=== Begin Enclosure ===
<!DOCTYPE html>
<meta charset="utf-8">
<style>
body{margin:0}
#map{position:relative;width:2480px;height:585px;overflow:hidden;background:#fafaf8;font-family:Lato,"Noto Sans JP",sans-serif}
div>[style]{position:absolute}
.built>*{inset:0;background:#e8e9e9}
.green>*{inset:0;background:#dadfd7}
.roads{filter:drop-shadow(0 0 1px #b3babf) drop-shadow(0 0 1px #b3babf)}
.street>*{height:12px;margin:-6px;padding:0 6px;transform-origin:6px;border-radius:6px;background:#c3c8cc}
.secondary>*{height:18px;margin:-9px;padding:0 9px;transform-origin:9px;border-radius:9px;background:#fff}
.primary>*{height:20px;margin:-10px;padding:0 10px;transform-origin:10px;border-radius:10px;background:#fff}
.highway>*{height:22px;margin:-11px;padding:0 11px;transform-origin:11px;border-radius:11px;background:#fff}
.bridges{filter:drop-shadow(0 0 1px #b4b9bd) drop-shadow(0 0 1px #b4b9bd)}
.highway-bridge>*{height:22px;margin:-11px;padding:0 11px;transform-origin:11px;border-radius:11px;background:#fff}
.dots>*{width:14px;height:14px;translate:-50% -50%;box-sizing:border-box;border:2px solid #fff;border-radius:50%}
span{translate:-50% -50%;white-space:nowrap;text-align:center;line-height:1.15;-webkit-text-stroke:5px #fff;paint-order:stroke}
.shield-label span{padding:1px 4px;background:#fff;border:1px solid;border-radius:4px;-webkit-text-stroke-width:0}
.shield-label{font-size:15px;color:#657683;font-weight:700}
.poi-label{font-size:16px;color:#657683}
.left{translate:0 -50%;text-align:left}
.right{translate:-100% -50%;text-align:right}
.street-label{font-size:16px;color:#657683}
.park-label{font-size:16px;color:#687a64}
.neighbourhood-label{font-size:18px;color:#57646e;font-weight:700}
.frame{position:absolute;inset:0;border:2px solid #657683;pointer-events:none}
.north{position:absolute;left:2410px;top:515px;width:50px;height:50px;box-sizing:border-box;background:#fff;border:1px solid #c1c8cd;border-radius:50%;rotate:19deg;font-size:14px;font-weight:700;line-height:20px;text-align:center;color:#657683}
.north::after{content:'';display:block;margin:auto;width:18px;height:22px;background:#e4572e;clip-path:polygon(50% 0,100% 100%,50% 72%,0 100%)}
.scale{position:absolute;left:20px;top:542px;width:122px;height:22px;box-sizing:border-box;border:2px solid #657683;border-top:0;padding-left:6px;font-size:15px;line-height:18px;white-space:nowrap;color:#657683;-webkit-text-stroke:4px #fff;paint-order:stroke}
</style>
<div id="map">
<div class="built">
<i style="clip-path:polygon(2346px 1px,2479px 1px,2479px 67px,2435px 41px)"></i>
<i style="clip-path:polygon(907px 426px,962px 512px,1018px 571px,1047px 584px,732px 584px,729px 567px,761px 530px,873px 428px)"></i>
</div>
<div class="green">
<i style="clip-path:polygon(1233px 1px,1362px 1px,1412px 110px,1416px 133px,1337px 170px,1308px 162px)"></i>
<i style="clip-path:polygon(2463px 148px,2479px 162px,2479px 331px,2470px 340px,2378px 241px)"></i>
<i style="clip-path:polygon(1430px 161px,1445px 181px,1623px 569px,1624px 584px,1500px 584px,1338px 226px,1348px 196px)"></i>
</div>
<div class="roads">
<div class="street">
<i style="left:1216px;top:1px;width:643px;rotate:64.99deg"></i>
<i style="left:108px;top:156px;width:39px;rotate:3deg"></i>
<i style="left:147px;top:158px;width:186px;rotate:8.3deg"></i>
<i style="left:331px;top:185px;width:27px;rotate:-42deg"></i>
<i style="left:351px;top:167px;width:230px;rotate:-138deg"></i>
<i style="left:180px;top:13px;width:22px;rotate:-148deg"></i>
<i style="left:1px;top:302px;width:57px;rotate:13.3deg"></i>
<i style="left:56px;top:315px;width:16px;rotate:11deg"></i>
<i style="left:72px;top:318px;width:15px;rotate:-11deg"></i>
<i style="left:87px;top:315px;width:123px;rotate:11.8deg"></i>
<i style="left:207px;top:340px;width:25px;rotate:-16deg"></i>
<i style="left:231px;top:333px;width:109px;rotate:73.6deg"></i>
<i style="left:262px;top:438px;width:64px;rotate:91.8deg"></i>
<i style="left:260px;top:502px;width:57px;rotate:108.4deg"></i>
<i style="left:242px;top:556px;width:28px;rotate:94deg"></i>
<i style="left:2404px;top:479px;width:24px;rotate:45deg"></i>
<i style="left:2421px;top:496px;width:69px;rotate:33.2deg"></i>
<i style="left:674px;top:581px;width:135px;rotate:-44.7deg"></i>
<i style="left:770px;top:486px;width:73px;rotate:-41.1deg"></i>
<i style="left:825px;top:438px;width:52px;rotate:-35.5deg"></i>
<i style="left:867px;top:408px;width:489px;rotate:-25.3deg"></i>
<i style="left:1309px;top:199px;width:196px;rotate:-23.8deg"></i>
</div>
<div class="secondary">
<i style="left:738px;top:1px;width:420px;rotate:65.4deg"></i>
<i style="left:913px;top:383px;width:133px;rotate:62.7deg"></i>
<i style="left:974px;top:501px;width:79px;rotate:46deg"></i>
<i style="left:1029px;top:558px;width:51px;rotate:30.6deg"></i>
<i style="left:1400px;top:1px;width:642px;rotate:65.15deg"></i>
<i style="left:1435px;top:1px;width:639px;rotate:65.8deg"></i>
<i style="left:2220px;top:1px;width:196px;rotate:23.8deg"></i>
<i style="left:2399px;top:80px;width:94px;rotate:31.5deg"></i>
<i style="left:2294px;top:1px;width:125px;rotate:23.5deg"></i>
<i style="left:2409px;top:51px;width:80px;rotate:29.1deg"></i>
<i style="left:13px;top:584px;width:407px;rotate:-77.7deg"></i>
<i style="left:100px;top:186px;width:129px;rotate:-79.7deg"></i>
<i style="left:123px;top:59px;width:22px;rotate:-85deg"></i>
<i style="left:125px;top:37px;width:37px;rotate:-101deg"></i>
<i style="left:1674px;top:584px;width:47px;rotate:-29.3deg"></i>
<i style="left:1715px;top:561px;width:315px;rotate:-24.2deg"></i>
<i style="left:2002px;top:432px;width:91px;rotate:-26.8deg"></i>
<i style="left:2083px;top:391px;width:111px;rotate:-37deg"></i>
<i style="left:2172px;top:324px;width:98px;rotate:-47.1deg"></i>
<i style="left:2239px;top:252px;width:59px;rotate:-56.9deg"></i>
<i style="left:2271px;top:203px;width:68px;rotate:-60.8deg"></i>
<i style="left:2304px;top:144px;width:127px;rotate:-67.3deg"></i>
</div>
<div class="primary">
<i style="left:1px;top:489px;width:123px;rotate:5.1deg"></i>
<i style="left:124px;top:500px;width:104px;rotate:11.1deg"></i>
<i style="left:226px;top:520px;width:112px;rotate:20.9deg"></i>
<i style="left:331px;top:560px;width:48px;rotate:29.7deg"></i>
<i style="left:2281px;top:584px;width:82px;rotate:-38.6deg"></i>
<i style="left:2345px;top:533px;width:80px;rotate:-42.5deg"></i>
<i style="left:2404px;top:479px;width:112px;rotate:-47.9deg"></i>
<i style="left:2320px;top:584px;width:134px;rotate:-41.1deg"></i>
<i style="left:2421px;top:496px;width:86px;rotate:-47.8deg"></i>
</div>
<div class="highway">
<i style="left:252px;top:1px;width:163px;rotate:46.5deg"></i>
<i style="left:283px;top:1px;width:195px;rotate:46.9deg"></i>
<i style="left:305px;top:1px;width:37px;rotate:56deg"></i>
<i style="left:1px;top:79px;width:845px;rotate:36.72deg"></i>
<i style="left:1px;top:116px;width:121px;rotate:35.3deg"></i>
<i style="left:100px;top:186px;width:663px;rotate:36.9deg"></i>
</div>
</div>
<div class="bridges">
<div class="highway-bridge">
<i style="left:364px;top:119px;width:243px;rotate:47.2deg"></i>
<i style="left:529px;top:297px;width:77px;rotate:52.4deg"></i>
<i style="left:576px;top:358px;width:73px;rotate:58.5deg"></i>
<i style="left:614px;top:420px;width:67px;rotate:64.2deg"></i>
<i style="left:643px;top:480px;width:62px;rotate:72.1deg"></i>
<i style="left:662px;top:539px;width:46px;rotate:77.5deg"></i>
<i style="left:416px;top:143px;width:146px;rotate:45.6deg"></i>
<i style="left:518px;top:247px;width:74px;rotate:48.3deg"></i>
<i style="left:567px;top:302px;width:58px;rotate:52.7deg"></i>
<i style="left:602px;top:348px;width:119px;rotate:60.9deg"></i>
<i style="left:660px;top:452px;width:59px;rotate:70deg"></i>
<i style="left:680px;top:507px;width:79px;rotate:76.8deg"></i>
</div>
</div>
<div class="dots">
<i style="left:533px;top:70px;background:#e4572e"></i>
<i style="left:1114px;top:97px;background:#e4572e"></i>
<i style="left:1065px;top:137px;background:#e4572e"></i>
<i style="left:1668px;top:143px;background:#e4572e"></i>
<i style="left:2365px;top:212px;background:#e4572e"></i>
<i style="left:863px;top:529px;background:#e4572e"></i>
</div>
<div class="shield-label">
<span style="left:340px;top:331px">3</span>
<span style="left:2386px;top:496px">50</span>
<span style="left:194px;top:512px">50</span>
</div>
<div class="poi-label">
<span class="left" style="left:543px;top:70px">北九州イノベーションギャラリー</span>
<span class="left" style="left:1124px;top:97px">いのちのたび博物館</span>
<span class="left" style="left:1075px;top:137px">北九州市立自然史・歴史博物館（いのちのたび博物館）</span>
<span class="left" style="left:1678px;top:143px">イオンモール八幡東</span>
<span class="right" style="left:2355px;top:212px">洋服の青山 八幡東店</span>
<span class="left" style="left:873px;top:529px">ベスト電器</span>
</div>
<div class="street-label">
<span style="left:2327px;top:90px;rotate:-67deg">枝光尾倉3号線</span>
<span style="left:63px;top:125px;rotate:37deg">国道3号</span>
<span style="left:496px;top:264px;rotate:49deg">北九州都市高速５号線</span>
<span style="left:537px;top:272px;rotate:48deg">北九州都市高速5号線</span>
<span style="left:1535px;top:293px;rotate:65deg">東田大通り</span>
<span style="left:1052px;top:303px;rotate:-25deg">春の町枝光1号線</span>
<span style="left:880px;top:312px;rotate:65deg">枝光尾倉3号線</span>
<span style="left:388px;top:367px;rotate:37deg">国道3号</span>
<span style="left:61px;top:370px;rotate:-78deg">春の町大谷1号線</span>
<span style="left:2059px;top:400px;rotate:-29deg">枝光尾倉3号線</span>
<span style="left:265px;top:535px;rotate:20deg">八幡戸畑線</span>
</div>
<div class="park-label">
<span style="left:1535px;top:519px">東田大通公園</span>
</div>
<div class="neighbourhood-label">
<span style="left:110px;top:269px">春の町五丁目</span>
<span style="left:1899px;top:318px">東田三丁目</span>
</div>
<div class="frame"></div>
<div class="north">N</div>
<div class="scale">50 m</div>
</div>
=== End Enclosure ===
_Exercise aim:_ Report, for the data above, every line in which the string "secondary" appears.

_Result for this task:_
.secondary>*{height:18px;margin:-9px;padding:0 9px;transform-origin:9px;border-radius:9px;background:#fff}
<div class="secondary">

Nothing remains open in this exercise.